__Exercise input__

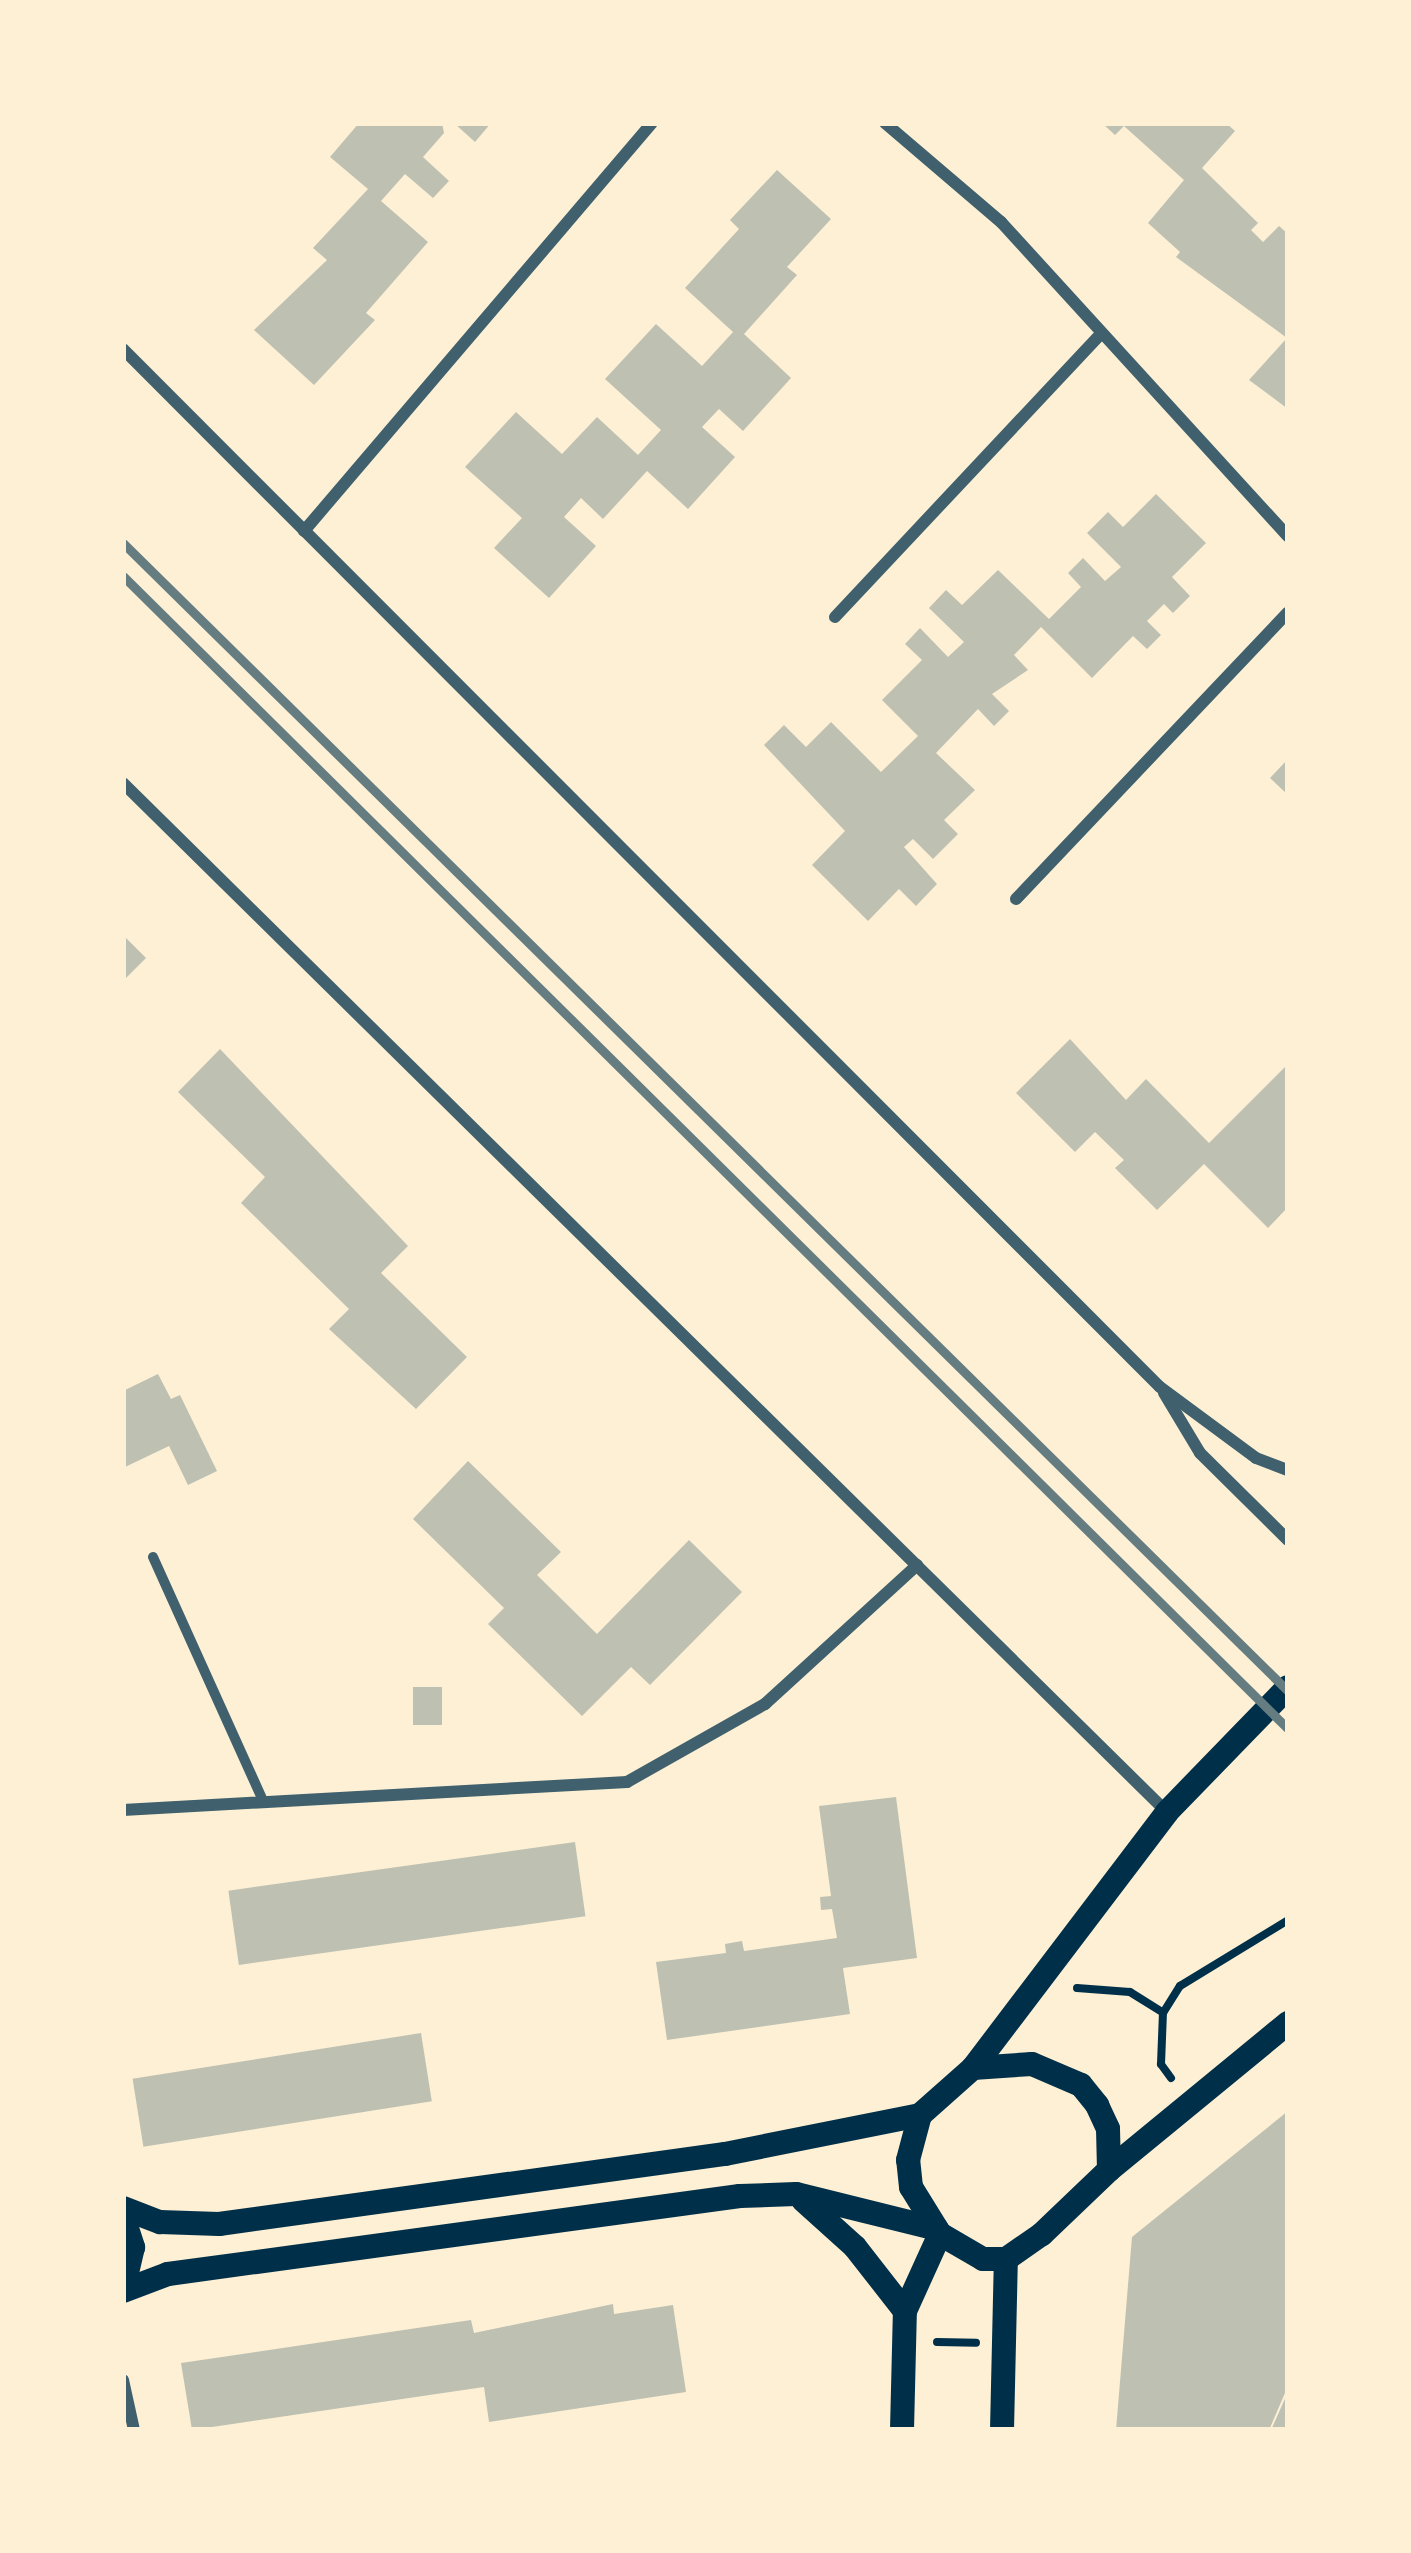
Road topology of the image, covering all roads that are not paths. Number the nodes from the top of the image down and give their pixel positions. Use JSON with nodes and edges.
{"nodes":[{"id":1,"x":652,"y":123,"type":"edge"},
{"id":2,"x":885,"y":123,"type":"edge"},
{"id":3,"x":1101,"y":334,"type":"junction"},
{"id":4,"x":123,"y":349,"type":"edge"},
{"id":5,"x":304,"y":531,"type":"junction"},
{"id":6,"x":1288,"y":536,"type":"edge"},
{"id":7,"x":1288,"y":612,"type":"edge"},
{"id":8,"x":835,"y":617,"type":"dead end"},
{"id":9,"x":123,"y":783,"type":"edge"},
{"id":10,"x":1016,"y":899,"type":"dead end"},
{"id":11,"x":1160,"y":1387,"type":"junction"},
{"id":12,"x":1288,"y":1470,"type":"edge"},
{"id":13,"x":1288,"y":1540,"type":"edge"},
{"id":14,"x":153,"y":1557,"type":"dead end"},
{"id":15,"x":917,"y":1565,"type":"junction"},
{"id":16,"x":1288,"y":1687,"type":"edge"},
{"id":17,"x":263,"y":1801,"type":"junction"},
{"id":18,"x":123,"y":1810,"type":"edge"},
{"id":19,"x":1167,"y":1812,"type":"junction"},
{"id":20,"x":1288,"y":2023,"type":"edge"},
{"id":21,"x":973,"y":2068,"type":"junction"},
{"id":22,"x":920,"y":2115,"type":"junction"},
{"id":23,"x":1108,"y":2170,"type":"junction"},
{"id":24,"x":796,"y":2194,"type":"junction"},
{"id":25,"x":123,"y":2212,"type":"edge"},
{"id":26,"x":938,"y":2232,"type":"junction"},
{"id":27,"x":1006,"y":2259,"type":"junction"},
{"id":28,"x":123,"y":2291,"type":"edge"},
{"id":29,"x":905,"y":2311,"type":"junction"},
{"id":30,"x":123,"y":2380,"type":"edge"},
{"id":31,"x":134,"y":2430,"type":"edge"},
{"id":32,"x":902,"y":2430,"type":"edge"},
{"id":33,"x":1002,"y":2430,"type":"edge"}],
"edges":[{"from":1,"to":5,"type":"street"},
{"from":2,"to":3,"type":"street"},
{"from":3,"to":6,"type":"street"},
{"from":3,"to":8,"type":"street"},
{"from":4,"to":5,"type":"street"},
{"from":5,"to":11,"type":"street"},
{"from":7,"to":10,"type":"street"},
{"from":9,"to":15,"type":"street"},
{"from":11,"to":12,"type":"street"},
{"from":11,"to":13,"type":"street"},
{"from":14,"to":17,"type":"street"},
{"from":15,"to":17,"type":"street"},
{"from":15,"to":19,"type":"street"},
{"from":16,"to":19,"type":"main road"},
{"from":17,"to":18,"type":"street"},
{"from":19,"to":21,"type":"main road"},
{"from":20,"to":23,"type":"main road"},
{"from":21,"to":22,"type":"main road"},
{"from":21,"to":23,"type":"main road"},
{"from":22,"to":25,"type":"main road"},
{"from":22,"to":26,"type":"main road"},
{"from":23,"to":27,"type":"main road"},
{"from":24,"to":26,"type":"main road"},
{"from":24,"to":28,"type":"main road"},
{"from":24,"to":29,"type":"main road"},
{"from":25,"to":28,"type":"main road"},
{"from":26,"to":27,"type":"main road"},
{"from":26,"to":29,"type":"main road"},
{"from":27,"to":33,"type":"main road"},
{"from":29,"to":32,"type":"main road"},
{"from":30,"to":31,"type":"street"}]}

__Exercise directions__
Retype the records in full, exactly as given, and omit the pictures.

__Answer area__
Road topology of the image, covering all roads that are not paths. Number the nodes from the top of the image down and give their pixel positions. Use JSON with nodes and edges.
{"nodes":[{"id":1,"x":652,"y":123,"type":"edge"},
{"id":2,"x":885,"y":123,"type":"edge"},
{"id":3,"x":1101,"y":334,"type":"junction"},
{"id":4,"x":123,"y":349,"type":"edge"},
{"id":5,"x":304,"y":531,"type":"junction"},
{"id":6,"x":1288,"y":536,"type":"edge"},
{"id":7,"x":1288,"y":612,"type":"edge"},
{"id":8,"x":835,"y":617,"type":"dead end"},
{"id":9,"x":123,"y":783,"type":"edge"},
{"id":10,"x":1016,"y":899,"type":"dead end"},
{"id":11,"x":1160,"y":1387,"type":"junction"},
{"id":12,"x":1288,"y":1470,"type":"edge"},
{"id":13,"x":1288,"y":1540,"type":"edge"},
{"id":14,"x":153,"y":1557,"type":"dead end"},
{"id":15,"x":917,"y":1565,"type":"junction"},
{"id":16,"x":1288,"y":1687,"type":"edge"},
{"id":17,"x":263,"y":1801,"type":"junction"},
{"id":18,"x":123,"y":1810,"type":"edge"},
{"id":19,"x":1167,"y":1812,"type":"junction"},
{"id":20,"x":1288,"y":2023,"type":"edge"},
{"id":21,"x":973,"y":2068,"type":"junction"},
{"id":22,"x":920,"y":2115,"type":"junction"},
{"id":23,"x":1108,"y":2170,"type":"junction"},
{"id":24,"x":796,"y":2194,"type":"junction"},
{"id":25,"x":123,"y":2212,"type":"edge"},
{"id":26,"x":938,"y":2232,"type":"junction"},
{"id":27,"x":1006,"y":2259,"type":"junction"},
{"id":28,"x":123,"y":2291,"type":"edge"},
{"id":29,"x":905,"y":2311,"type":"junction"},
{"id":30,"x":123,"y":2380,"type":"edge"},
{"id":31,"x":134,"y":2430,"type":"edge"},
{"id":32,"x":902,"y":2430,"type":"edge"},
{"id":33,"x":1002,"y":2430,"type":"edge"}],
"edges":[{"from":1,"to":5,"type":"street"},
{"from":2,"to":3,"type":"street"},
{"from":3,"to":6,"type":"street"},
{"from":3,"to":8,"type":"street"},
{"from":4,"to":5,"type":"street"},
{"from":5,"to":11,"type":"street"},
{"from":7,"to":10,"type":"street"},
{"from":9,"to":15,"type":"street"},
{"from":11,"to":12,"type":"street"},
{"from":11,"to":13,"type":"street"},
{"from":14,"to":17,"type":"street"},
{"from":15,"to":17,"type":"street"},
{"from":15,"to":19,"type":"street"},
{"from":16,"to":19,"type":"main road"},
{"from":17,"to":18,"type":"street"},
{"from":19,"to":21,"type":"main road"},
{"from":20,"to":23,"type":"main road"},
{"from":21,"to":22,"type":"main road"},
{"from":21,"to":23,"type":"main road"},
{"from":22,"to":25,"type":"main road"},
{"from":22,"to":26,"type":"main road"},
{"from":23,"to":27,"type":"main road"},
{"from":24,"to":26,"type":"main road"},
{"from":24,"to":28,"type":"main road"},
{"from":24,"to":29,"type":"main road"},
{"from":25,"to":28,"type":"main road"},
{"from":26,"to":27,"type":"main road"},
{"from":26,"to":29,"type":"main road"},
{"from":27,"to":33,"type":"main road"},
{"from":29,"to":32,"type":"main road"},
{"from":30,"to":31,"type":"street"}]}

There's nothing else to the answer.